There’s nothing wrong with the musical maturation of a band with a current median age of 36 that got huge when its members were teenagers. But from the band who had thousands screaming the bassline of “Brainstorm” at the 2007 Glastonbury Festival, I beg for some soul-lifting guitar riffs instead of haunting strings. 

Like the artistic genius he is, however, Turner knew this would be my reaction to the album. The band, who once sarcastically quipped “Who The F–k Are Arctic Monkeys?” with their aptly titled 2006 EP, is self-reflecting. It’s a fitting theme for the band, who recorded the album in a converted monastery in rural England last summer. In “The Car,” the band is doubtful of their public and personal persona and, in true “AM” fashion, the meaning of love.

Kicking off a depressing album with — surprise! — a depressing tone is “There’d Better Be a Mirrorball,” but the album’s opener and lead single does little as either. Lead singles and openers typically excite a listener for what’s to come, but “There’d…” seems to have the aim of saddening them. Musically, the track leaves a lot to be desired in sleepy drums and strings, but thematically, the “mirrorball” focus signals at the self-reflection Turner winds through with buttery vocals.

Turner’s lyrics throughout “The Car” are a definite highpoint. Though lines such as “Lego Napoleon movie / Written in noble gas-filled glass tubes” take a bit of unraveling, their underlying meanings offer a glimpse into the psyche of the notably shy Brit. 

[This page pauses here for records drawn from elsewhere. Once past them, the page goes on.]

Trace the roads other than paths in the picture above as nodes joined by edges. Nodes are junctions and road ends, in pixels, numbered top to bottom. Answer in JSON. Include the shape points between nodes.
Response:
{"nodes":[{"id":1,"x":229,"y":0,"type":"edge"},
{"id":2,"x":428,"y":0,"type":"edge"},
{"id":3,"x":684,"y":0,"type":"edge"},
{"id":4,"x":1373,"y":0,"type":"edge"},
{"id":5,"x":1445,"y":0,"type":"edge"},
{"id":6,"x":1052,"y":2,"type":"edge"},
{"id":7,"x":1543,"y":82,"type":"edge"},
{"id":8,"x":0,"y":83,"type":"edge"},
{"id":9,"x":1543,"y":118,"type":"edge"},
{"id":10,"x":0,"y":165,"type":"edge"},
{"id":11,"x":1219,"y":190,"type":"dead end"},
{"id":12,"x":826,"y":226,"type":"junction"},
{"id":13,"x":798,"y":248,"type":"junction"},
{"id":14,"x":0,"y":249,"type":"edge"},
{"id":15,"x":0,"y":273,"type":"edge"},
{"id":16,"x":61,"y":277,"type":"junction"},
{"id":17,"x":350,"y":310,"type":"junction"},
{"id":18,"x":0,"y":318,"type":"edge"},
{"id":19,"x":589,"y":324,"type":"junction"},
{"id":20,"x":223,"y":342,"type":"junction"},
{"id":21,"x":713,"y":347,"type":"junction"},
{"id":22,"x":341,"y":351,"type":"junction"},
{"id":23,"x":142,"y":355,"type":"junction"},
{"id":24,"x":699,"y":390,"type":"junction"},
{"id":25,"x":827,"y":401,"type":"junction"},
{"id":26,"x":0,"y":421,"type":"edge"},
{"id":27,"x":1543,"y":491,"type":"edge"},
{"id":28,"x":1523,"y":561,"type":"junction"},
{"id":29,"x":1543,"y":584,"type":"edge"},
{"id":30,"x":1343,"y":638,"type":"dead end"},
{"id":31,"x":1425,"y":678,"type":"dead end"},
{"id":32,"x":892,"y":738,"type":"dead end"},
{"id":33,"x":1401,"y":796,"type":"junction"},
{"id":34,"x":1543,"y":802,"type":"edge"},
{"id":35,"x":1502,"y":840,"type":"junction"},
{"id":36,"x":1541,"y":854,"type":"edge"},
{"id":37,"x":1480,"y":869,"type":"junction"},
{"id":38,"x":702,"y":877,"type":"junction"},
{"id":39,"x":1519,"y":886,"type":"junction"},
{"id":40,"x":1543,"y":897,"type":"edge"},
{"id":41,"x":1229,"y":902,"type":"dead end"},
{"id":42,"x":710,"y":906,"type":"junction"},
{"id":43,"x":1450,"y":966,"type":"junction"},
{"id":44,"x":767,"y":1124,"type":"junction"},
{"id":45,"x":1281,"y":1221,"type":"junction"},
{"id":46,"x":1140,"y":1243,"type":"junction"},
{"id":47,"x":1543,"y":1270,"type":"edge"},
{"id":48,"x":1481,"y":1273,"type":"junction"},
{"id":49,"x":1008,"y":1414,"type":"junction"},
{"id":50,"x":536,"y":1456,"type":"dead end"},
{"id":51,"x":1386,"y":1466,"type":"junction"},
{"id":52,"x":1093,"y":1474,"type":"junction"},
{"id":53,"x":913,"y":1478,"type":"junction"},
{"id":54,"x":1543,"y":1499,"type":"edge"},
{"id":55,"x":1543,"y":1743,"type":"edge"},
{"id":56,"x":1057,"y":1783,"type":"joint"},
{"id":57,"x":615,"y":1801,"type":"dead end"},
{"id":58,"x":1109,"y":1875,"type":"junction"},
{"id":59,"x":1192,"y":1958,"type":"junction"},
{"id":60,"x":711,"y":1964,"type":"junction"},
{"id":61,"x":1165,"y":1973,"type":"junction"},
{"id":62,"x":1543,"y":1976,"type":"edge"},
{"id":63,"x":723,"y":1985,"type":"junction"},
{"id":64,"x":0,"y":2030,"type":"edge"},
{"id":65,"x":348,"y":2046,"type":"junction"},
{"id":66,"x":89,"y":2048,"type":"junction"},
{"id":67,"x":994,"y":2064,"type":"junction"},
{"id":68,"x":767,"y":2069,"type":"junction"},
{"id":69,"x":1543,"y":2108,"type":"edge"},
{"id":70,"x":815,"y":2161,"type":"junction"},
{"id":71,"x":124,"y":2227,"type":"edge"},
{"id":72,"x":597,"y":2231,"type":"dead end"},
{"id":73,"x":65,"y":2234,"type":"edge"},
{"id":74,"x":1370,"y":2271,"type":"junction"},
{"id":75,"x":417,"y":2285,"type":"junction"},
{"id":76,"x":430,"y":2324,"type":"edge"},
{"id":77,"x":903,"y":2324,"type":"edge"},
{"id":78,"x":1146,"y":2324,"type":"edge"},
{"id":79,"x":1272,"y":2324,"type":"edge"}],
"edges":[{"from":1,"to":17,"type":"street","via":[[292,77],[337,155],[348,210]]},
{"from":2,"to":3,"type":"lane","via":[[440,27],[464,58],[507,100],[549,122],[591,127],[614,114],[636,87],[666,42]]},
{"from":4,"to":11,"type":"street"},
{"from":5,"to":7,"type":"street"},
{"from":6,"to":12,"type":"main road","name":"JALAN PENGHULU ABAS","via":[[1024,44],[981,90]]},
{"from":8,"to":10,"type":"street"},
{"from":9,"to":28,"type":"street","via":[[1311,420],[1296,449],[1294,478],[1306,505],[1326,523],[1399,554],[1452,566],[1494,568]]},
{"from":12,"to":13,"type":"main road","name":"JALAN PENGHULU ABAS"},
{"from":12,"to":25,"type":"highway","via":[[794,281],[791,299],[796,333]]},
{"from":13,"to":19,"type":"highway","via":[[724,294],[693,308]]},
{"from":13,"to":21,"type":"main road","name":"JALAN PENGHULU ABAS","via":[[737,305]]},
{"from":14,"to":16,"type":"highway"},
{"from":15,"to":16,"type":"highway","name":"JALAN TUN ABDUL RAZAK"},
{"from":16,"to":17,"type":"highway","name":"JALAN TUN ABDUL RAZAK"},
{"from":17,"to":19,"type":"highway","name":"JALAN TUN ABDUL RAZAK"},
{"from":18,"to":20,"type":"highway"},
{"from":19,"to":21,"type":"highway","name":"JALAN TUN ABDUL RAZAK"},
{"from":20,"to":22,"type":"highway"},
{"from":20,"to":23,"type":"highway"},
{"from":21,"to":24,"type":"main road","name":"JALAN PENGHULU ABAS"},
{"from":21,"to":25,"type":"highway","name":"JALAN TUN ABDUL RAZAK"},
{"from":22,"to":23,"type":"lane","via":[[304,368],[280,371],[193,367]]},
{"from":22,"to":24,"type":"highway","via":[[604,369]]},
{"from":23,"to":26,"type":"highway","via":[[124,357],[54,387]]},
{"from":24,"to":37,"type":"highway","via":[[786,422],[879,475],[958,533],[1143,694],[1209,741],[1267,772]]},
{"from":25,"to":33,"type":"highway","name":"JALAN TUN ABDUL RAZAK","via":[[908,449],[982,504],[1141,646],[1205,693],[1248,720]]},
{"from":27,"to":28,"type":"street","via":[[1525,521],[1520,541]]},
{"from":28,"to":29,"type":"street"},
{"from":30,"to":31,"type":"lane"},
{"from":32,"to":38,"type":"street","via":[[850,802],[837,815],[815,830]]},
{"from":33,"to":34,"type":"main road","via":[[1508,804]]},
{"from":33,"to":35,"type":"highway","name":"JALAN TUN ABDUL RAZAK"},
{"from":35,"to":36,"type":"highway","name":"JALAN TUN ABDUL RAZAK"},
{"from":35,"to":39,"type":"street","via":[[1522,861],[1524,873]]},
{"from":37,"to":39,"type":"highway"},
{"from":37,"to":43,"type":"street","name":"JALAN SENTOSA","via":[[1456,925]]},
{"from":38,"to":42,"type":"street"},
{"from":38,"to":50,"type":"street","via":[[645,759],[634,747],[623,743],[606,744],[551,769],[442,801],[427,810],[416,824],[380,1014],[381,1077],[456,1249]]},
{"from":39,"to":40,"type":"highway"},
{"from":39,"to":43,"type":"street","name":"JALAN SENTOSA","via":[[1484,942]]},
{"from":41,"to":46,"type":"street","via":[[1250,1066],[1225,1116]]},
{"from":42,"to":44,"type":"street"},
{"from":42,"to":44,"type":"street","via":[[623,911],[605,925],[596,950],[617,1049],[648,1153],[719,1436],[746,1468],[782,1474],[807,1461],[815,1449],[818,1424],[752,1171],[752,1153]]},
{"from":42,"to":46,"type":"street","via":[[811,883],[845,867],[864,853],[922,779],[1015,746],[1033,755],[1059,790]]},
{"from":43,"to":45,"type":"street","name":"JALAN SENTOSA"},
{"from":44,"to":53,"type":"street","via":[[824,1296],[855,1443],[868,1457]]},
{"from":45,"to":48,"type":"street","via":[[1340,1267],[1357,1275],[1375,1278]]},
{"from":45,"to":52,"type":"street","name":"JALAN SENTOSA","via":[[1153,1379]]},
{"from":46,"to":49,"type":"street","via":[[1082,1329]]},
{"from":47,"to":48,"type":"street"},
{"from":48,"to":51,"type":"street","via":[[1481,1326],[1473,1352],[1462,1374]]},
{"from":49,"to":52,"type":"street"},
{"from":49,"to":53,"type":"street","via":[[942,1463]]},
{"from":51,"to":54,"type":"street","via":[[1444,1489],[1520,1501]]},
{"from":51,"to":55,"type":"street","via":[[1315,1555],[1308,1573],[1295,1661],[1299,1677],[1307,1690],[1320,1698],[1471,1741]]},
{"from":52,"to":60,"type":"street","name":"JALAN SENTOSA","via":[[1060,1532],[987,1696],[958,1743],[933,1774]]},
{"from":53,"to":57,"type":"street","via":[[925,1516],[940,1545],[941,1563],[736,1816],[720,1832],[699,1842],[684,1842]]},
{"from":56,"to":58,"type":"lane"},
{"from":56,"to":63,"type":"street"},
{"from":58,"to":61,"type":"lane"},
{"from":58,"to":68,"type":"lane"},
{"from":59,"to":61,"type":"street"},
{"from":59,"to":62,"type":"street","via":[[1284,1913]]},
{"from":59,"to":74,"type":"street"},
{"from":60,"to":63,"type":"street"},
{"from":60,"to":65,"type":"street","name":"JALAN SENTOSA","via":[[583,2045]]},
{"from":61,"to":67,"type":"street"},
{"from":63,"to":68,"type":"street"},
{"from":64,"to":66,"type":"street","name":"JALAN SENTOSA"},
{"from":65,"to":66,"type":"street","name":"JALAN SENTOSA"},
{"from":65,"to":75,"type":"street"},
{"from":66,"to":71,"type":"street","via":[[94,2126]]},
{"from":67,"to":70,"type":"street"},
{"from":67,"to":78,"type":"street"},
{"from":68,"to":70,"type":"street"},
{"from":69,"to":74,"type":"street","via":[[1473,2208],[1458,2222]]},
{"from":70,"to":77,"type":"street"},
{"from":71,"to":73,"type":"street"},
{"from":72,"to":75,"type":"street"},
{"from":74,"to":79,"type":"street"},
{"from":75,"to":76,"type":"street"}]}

“You’re getting cynical and that won’t do,” Turner sings on “There’d…”, pointedly both at his lover inside the song and the judgmental listener outside the song. 

Bright spots in the album’s shadows are “I Ain’t Quite Where I Think I Am” and “Body Paint.” In the former, a short segue to funk, Turner croons “Blank expressions invite me to suspect I ain’t quite where I think I am,” likely referencing fans of the formerly punk rock band who fail to recognize it today. Likewise, “Body Paint,” the album’s other single, paints Turner as “a master of deception and subterfuge” atop lively orchestration and drums.

Reflecting on the album, Turner told British magazine The Big Issue, “If the idea was to do something that met these expectations, hypothetically, it’s hard for me to even know what that would be.”

Countered by the album’s reflections, Turner’s naivete resembles that of a teenager bent on doing the opposite of what they’re expected to do, or of a ragtag band of teens who shot to global fame for “Whatever People Say I Am, That’s What I’m Not.” Although Turner might claim not to know where he is, a return to his fun, rebellious rock roots is what we need.